## Smooth Tree
Single decision trees generally overfit, leading to poor predictive performance. Tree ensembles (RF, GBM) perform well, but are black-box models. We investigate whether or not smoothing node values in trees can lead to improved prediction, but in a traceable, white-box model.

In a smoothed regression tree, the node values, $s_n$, will be as follows:

$$s_n = y_n, n=0$$

$$s_n = \frac{w_n y_n + v_{ss} s_p}{w_n + v_{ss}} , n \gt 0$$

Where $y_n$ is the mean of the targets of the node n, $s_n$ is the smoothed node value of node n, $s_p$ is the smoothed value of the parent of node n, $v_{ss}$ is the virtual sample size (a free parameter of the model), and w_n is the total weight of data in node n, or the count if the tree is unweighted. Nodes are numbered from 0, which is the root.

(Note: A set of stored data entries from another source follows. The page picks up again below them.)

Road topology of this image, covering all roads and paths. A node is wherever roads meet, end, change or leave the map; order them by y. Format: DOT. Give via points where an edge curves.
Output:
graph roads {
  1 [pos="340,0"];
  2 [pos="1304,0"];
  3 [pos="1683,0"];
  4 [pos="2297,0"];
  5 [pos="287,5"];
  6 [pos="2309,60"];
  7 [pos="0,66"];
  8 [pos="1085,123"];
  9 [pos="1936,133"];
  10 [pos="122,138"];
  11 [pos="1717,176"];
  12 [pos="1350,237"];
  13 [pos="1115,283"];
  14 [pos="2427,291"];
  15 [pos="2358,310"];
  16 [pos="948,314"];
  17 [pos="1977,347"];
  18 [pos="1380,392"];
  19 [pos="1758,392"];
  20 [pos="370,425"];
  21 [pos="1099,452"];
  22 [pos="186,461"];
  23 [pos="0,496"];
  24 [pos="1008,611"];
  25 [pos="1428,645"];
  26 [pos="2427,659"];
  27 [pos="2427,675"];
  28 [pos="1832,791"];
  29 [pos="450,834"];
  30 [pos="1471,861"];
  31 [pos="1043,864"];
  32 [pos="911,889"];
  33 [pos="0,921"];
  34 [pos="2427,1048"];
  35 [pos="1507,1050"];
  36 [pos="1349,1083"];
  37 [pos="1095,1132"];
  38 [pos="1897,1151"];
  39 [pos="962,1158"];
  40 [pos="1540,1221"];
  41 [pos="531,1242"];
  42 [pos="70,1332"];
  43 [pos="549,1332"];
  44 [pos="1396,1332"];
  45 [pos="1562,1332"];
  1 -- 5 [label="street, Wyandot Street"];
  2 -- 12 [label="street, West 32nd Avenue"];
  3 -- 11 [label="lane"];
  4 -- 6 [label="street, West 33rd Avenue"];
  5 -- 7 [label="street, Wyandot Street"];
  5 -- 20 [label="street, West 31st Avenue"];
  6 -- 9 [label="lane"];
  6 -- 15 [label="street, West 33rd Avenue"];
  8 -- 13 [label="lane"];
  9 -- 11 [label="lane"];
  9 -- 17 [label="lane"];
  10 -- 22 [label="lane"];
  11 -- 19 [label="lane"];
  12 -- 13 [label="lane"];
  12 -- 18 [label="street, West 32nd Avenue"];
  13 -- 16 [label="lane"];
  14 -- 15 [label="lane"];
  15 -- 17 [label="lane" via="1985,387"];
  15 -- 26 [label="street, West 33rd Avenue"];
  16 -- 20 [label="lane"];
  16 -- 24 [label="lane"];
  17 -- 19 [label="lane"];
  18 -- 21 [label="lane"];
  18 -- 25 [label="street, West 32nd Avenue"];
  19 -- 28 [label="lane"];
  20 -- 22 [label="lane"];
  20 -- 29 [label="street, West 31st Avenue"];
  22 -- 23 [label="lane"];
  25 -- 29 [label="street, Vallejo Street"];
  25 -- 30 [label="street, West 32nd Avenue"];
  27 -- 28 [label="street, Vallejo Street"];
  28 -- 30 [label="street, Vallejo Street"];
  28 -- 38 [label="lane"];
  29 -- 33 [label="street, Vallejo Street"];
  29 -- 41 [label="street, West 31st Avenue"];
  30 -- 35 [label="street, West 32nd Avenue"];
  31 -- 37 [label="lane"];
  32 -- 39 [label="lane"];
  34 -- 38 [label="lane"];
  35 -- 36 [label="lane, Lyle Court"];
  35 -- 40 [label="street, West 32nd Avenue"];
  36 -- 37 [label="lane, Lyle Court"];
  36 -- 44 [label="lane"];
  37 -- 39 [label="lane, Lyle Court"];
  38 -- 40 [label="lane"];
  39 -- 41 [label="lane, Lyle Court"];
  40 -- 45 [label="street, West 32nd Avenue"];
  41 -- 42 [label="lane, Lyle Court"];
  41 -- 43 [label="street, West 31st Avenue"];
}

Smoothed classification trees are similar, but operate on class probabilities instead of on the mean of the targets.

### Diabetes
Our first example involves prediction on the *diabetes* dataset. This dataset has 502 examples with 10 predictors. We divide it into a 295 row training set and a 147 row test set. The targets are numeric and are evaluated by mse.

In [6]:
from arboretum.datasets import load_diabetes
xtr, ytr, xte, yte = load_diabetes()
xtr.shape, xte.shape

((295, 10), (147, 10))

We will compare a smoothed regression tree from arboretum to a regression tree and a random forest from scikit-learn. First, we'll just run the models once, then we will investiagte their performance in more detail.

In [8]:
from sklearn.metrics import mean_squared_error as mse
from sklearn.tree import DecisionTreeRegressor
from sklearn.ensemble import RandomForestRegressor
from arboretum import SmoothRegressionTree
from sklearn.model_selection import GridSearchCV
dtr = DecisionTreeRegressor(min_samples_leaf=5)
rf = RandomForestRegressor(n_estimators=30, min_samples_leaf=5)
mytree = SmoothRegressionTree(vss= 5, min_leaf=5)

In [19]:
dtr.fit(xtr, ytr)
pred = dtr.predict(xte)
mse(yte, pred)

5160.6983167743037

In [18]:
mytree.fit(xtr, ytr)
pred = mytree.predict(xte)
mse(yte, pred)

4593.5736258148163

In [20]:
rf.fit(xtr, ytr)
pred = rf.predict(xte)
mse(yte, pred)

3009.8631643977915

So, off-hand, it looks like the smoothed regression tree is in-between one tree and a random forest in terms of accuracy, but closer to one tree.

### ALS
Next up we consider the ALS dataset. This is a wide, noisy dataset with 369 predictors. The training set has 1197 rows and the test set has 625. It is a tough dataset for trees. They often underperform the constant model.

In [21]:
from arboretum.datasets import load_als
xtr, ytr, xte, yte = load_als()
xtr.shape, xte.shape

((1197, 369), (625, 369))

The constant model gets mse of about 0.32.

In [22]:
mse(yte, 0 * yte + ytr.mean())

0.32037244903736767

In [23]:
dtr.fit(xtr, ytr)
pred = dtr.predict(xte)
mse(yte, pred)

0.4578925726636624

In [24]:
mytree.fit(xtr, ytr)
pred = mytree.predict(xte)
mse(yte, pred)

0.36398480589778592

In [32]:
rf.n_estimators = 100
rf.fit(xtr, ytr)
pred = rf.predict(xte)
mse(yte, pred)

0.25648452871621918

The $v_{ss}$ parameter can be changed without refitting on an `arboretum.SmoothRegressionTree`. For this noisy data, much higher smoothing values are better.

In [27]:
mytree.vss = 100
pred = mytree.predict(xte)
mse(yte, pred)

0.2944062345391758

### Random Forest
We can monkey-patch an `arboretum.RFRegressor` to find out if smoothing trees are helpful in random forests. We run the forest once on small data to get numba to jit the RF code.

In [1]:
from arboretum import RFRegressor
myrf = RFRegressor(n_trees=10)
myrf.base_estimator = mytree
myrf.fit(xtr[:10], ytr[:10])

NameError: name 'mytree' is not defined

In [29]:
myrf.n_trees = 100
myrf.fit(xtr, ytr)
pred = myrf.predict(xte)
mse(yte, pred)

0.25948341242450079

So it looks like the smoothing doesn't help any in an RF model.